Stored items -

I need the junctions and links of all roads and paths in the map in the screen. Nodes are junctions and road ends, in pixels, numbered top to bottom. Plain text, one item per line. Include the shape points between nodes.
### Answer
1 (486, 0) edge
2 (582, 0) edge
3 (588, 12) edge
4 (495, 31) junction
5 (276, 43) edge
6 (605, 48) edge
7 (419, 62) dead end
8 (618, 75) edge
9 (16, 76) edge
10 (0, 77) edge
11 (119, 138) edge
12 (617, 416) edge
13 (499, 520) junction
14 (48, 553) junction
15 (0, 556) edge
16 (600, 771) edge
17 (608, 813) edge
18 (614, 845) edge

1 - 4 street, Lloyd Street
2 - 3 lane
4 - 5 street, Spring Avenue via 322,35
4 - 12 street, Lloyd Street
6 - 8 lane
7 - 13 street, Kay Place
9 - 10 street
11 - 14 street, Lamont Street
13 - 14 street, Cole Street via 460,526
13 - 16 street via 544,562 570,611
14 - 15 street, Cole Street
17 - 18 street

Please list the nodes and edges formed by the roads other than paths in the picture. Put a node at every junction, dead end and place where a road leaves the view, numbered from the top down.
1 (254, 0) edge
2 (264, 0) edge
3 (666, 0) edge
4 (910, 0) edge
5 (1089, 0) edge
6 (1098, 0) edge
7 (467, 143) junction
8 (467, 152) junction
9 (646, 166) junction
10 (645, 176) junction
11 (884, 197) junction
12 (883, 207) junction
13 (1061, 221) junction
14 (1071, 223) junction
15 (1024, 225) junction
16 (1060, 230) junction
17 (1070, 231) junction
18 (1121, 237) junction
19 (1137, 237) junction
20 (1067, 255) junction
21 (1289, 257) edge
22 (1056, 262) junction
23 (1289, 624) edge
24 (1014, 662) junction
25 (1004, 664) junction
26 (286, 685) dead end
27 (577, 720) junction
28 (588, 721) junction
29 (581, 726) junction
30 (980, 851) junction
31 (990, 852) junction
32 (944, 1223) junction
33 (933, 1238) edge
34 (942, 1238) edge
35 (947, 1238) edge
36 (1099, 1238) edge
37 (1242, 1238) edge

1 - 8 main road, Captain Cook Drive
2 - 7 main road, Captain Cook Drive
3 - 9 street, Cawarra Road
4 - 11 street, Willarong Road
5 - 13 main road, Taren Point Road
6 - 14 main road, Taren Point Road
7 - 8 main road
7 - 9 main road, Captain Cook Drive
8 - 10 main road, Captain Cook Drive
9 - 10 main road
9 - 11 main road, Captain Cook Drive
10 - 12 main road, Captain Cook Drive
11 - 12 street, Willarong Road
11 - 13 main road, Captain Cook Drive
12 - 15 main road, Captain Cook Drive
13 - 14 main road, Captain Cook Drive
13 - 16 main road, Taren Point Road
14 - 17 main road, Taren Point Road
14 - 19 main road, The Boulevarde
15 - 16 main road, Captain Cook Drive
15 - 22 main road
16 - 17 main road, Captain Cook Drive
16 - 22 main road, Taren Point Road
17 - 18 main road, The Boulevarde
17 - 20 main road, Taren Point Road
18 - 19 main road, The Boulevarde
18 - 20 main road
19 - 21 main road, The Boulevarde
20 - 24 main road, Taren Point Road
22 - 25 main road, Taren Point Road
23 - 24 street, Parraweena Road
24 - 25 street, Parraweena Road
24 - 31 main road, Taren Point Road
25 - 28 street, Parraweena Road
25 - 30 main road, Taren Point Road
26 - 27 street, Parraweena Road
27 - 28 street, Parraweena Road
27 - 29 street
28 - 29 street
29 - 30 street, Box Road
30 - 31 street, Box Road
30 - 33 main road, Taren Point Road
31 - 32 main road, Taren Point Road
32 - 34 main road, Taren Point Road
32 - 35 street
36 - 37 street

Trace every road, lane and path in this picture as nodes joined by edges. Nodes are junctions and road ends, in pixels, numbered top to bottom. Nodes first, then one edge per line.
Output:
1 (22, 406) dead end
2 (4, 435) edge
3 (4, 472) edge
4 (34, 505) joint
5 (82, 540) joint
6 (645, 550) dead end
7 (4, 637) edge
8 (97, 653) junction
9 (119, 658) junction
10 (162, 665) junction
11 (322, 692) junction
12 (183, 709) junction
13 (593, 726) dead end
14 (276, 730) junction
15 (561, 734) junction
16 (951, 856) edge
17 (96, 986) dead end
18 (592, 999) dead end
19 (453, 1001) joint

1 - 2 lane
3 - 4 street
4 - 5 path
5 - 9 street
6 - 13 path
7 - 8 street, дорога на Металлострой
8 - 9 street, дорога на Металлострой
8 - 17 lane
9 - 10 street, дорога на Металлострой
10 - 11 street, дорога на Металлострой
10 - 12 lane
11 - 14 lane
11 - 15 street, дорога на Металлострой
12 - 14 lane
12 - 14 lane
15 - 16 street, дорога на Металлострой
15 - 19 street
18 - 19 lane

ABOUT THIS EXERCISE -
What lines in the entries above include the string "every"? Return each one.

RESPONSE TO THIS EXERCISE -
Please list the nodes and edges formed by the roads other than paths in the picture. Put a node at every junction, dead end and place where a road leaves the view, numbered from the top down.
Trace every road, lane and path in this picture as nodes joined by edges. Nodes are junctions and road ends, in pixels, numbered top to bottom. Nodes first, then one edge per line.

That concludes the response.